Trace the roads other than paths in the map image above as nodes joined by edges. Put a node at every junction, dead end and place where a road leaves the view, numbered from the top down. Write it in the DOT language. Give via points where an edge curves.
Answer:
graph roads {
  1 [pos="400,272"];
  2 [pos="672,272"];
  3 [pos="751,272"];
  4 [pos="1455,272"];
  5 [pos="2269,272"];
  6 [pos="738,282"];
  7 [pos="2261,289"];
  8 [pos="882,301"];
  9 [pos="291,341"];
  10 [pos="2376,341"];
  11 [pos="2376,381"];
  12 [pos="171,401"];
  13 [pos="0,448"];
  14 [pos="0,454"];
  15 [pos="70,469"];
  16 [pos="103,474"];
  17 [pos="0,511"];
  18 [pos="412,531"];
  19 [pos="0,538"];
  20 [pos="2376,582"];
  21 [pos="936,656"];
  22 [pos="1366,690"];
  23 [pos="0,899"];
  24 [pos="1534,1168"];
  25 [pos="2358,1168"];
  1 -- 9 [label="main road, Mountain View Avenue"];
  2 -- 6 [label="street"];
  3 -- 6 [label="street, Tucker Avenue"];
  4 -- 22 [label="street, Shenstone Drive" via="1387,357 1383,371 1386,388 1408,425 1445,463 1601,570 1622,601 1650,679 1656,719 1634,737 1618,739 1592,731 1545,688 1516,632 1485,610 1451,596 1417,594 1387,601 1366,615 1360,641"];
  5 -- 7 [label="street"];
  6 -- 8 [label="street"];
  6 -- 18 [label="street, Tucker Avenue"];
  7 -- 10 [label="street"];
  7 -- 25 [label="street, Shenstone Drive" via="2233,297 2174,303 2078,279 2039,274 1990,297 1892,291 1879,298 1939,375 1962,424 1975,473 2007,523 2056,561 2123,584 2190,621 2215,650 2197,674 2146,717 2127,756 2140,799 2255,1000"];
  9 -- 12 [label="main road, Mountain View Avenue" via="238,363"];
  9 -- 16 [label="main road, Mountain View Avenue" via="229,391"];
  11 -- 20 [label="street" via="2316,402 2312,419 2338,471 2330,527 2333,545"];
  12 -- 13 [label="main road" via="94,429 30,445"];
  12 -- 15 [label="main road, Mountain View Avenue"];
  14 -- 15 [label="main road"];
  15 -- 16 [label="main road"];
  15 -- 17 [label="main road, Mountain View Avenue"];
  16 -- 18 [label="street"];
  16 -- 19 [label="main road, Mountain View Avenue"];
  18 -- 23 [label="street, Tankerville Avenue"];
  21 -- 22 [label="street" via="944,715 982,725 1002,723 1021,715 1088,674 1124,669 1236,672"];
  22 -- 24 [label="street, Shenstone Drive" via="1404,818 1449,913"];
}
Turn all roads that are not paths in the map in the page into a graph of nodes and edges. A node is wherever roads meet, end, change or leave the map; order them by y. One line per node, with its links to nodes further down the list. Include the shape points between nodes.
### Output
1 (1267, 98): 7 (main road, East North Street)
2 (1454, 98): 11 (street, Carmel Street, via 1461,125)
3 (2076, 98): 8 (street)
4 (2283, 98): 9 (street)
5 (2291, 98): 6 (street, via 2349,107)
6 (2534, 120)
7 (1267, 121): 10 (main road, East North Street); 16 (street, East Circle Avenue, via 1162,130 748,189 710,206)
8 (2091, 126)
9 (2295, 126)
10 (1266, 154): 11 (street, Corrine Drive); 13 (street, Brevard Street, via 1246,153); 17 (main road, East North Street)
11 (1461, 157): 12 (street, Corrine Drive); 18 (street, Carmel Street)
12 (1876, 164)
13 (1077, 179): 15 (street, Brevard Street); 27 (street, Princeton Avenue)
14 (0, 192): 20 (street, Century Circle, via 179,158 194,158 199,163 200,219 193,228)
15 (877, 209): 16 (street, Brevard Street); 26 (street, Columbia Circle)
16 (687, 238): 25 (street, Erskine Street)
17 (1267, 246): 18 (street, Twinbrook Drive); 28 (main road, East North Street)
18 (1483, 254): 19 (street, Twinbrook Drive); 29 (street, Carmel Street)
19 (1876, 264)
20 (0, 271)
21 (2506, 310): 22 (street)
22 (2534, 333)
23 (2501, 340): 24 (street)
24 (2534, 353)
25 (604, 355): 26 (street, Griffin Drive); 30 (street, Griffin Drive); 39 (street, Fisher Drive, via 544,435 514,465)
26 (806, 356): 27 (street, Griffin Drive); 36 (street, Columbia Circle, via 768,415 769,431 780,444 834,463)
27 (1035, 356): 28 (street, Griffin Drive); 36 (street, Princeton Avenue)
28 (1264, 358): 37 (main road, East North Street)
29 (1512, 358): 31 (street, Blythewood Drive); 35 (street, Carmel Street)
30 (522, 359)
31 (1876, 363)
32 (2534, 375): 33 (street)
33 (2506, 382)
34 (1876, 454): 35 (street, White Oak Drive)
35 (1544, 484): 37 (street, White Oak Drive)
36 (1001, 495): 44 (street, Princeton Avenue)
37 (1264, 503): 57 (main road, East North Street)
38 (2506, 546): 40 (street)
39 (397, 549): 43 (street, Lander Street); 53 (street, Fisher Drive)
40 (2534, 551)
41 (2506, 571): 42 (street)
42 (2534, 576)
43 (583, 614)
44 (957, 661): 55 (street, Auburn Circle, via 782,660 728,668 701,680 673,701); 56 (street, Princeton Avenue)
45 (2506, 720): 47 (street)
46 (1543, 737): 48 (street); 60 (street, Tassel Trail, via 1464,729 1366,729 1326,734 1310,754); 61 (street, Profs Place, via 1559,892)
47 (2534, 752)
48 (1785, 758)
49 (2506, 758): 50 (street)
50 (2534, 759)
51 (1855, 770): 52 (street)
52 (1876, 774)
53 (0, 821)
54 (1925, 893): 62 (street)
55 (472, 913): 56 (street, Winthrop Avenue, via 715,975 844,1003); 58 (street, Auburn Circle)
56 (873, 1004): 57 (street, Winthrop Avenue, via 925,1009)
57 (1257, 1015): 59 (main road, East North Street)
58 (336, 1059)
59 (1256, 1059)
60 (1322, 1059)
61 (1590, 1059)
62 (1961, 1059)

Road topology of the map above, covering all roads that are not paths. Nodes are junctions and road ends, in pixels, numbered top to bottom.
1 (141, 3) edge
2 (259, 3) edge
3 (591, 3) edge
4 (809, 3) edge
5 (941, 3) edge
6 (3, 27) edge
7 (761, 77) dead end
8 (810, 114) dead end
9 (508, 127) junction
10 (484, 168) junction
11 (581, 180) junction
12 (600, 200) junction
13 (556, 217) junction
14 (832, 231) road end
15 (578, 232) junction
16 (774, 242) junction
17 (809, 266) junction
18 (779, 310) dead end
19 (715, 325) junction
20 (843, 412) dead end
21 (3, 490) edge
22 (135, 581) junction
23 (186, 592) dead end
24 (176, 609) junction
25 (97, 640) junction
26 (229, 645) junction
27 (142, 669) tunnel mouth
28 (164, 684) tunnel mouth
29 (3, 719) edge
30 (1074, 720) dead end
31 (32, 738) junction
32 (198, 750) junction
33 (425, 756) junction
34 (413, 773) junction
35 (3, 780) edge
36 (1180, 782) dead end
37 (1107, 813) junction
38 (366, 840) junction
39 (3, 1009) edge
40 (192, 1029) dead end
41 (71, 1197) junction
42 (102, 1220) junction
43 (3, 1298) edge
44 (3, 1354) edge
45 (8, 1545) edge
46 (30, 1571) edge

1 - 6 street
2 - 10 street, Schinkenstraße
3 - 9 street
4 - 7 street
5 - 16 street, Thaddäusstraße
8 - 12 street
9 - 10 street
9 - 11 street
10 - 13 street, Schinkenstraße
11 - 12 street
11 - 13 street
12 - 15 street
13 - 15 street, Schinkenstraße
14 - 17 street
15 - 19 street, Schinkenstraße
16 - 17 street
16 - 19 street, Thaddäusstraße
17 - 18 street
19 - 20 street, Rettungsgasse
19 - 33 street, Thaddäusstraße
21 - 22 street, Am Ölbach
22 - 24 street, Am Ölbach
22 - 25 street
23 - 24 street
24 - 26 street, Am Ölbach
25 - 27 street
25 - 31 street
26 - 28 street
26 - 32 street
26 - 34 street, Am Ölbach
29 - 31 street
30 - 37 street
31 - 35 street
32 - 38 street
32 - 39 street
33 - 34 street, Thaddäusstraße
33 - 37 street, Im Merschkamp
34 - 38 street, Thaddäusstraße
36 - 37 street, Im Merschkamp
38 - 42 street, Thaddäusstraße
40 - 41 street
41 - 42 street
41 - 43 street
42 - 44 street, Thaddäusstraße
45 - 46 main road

# # # # # # #

## Exercise requirements
Starting from the records above, filter out all lines except those containing the word "Fisher".

## Answer
25 (604, 355): 26 (street, Griffin Drive); 30 (street, Griffin Drive); 39 (street, Fisher Drive, via 544,435 514,465)
39 (397, 549): 43 (street, Lander Street); 53 (street, Fisher Drive)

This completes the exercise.